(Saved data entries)
------------------------------
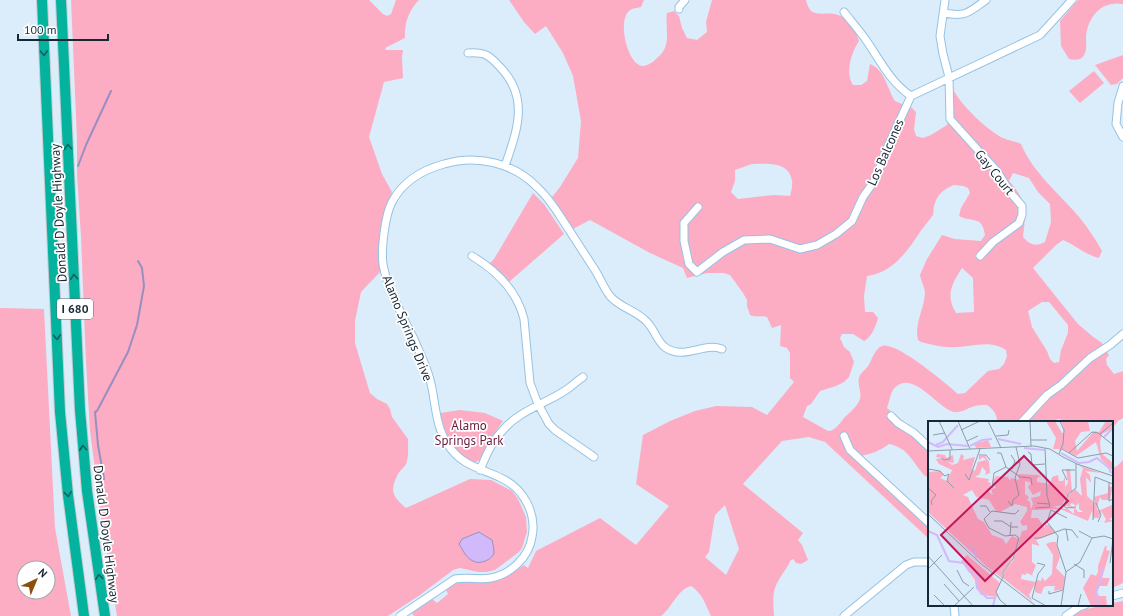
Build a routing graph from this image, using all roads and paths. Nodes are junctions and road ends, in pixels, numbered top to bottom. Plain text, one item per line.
1 (42, 0) edge
2 (61, 0) edge
3 (685, 0) edge
4 (945, 0) edge
5 (986, 0) edge
6 (1072, 0) edge
7 (679, 9) dead end
8 (844, 12) dead end
9 (944, 13) junction
10 (468, 53) dead end
11 (949, 77) junction
12 (1123, 86) edge
13 (911, 96) junction
14 (1123, 137) edge
15 (505, 166) junction
16 (698, 207) dead end
17 (472, 256) dead end
18 (980, 256) dead end
19 (1123, 334) edge
20 (722, 349) dead end
21 (583, 377) dead end
22 (538, 404) junction
23 (891, 416) dead end
24 (1023, 421) edge
25 (844, 436) dead end
26 (928, 446) edge
27 (594, 456) dead end
28 (480, 470) junction
29 (928, 522) edge
30 (928, 562) edge
31 (1123, 593) edge
32 (1113, 596) edge
33 (954, 606) edge
34 (1082, 606) edge
35 (84, 616) edge
36 (105, 616) edge
37 (400, 616) edge
38 (844, 616) edge
39 (955, 616) edge
40 (1066, 616) edge

1 -> 35 highway, Donald D Doyle Highway / I 680
36 -> 2 highway, Donald D Doyle Highway / I 680
3 - 7 street
4 - 9 street, Gay Court
5 - 9 street
6 - 11 street
8 - 13 street
9 - 11 street, Gay Court
10 - 15 street
11 - 13 street
11 - 18 street, Gay Court
12 - 14 street
13 - 16 street, Los Balcones
15 - 20 street, Alamo Springs Drive
15 - 28 street, Alamo Springs Drive
17 - 22 street
19 - 24 street
21 - 22 street
22 - 27 street
22 - 28 street
23 - 26 street
25 - 29 street
28 - 37 street, Alamo Springs Drive
30 - 38 street
31 - 32 street
33 - 39 street
34 - 40 street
------------------------------
» Requirement: Determine how many lines of the data above hold the word "Donald". Output that number only.

» Solution to this problem: 2